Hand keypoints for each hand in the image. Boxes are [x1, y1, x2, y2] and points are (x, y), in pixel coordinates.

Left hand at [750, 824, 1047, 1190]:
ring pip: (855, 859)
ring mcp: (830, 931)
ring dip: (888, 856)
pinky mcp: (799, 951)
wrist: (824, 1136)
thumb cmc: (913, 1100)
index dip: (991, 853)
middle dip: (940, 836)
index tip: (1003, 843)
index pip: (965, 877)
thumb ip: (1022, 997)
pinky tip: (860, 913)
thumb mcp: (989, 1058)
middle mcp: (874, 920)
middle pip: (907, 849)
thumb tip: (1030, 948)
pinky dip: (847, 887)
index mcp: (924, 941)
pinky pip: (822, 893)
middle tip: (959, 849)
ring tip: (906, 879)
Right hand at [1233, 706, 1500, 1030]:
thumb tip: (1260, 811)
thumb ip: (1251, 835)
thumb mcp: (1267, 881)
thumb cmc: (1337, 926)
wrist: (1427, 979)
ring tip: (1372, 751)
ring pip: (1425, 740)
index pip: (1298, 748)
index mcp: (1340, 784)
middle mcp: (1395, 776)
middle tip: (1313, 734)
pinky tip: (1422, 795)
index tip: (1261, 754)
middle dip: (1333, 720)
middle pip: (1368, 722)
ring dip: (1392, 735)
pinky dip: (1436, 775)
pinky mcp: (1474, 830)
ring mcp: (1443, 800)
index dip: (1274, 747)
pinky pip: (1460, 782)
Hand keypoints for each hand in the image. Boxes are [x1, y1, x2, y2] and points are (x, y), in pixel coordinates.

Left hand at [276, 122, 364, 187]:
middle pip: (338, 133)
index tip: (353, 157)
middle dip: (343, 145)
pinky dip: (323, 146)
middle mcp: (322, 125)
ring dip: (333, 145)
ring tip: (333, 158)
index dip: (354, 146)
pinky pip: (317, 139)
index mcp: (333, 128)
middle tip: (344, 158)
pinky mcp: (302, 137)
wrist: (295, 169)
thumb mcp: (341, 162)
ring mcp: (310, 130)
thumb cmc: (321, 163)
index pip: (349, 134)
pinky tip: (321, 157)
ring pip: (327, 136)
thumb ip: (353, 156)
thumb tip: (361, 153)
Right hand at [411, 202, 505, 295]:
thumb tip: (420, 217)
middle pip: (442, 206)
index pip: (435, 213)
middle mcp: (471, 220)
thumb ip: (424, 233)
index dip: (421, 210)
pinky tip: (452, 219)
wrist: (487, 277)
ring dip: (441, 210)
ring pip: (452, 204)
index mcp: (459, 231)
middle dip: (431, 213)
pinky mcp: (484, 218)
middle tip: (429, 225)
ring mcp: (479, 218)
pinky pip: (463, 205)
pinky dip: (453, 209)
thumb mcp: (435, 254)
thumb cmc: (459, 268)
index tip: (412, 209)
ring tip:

#### ASSIGNED TASK:
Set down, please, the lines from the line holding "middle tip: (1313, 734)" through the final line of the data, exactly and with nothing added.

#### ANSWER FOR THE TASK:
middle tip: (1313, 734)
pinky tip: (1422, 795)
index tip: (1261, 754)
middle dip: (1333, 720)
middle pip: (1368, 722)
ring dip: (1392, 735)
pinky dip: (1436, 775)
pinky mcp: (1474, 830)
ring mcp: (1443, 800)
index dip: (1274, 747)
pinky pip: (1460, 782)
Hand keypoints for each hand in the image. Boxes are [x1, y1, x2, y2] and points are (x, y), in pixel coordinates.

Left hand at [276, 122, 364, 187]:
middle pip: (338, 133)
index tip: (353, 157)
middle dip: (343, 145)
pinky dip: (323, 146)
middle mcp: (322, 125)
ring dip: (333, 145)
ring tip: (333, 158)
index dip: (354, 146)
pinky pip: (317, 139)
index mcp: (333, 128)
middle tip: (344, 158)
pinky mcp: (302, 137)
wrist: (295, 169)
thumb mcp: (341, 162)
ring mcp: (310, 130)
thumb cmc: (321, 163)
index pip: (349, 134)
pinky tip: (321, 157)
ring pip: (327, 136)
thumb ip: (353, 156)
thumb tip: (361, 153)
Right hand at [411, 202, 505, 295]:
thumb tip: (420, 217)
middle pip: (442, 206)
index pip: (435, 213)
middle mcp: (471, 220)
thumb ip: (424, 233)
index dip: (421, 210)
pinky tip: (452, 219)
wrist: (487, 277)
ring dip: (441, 210)
ring pip: (452, 204)
index mcp: (459, 231)
middle dip: (431, 213)
pinky mcp: (484, 218)
middle tip: (429, 225)
ring mcp: (479, 218)
pinky pip: (463, 205)
pinky dip: (453, 209)
thumb mcp: (435, 254)
thumb cmc: (459, 268)
index tip: (412, 209)
ring tip:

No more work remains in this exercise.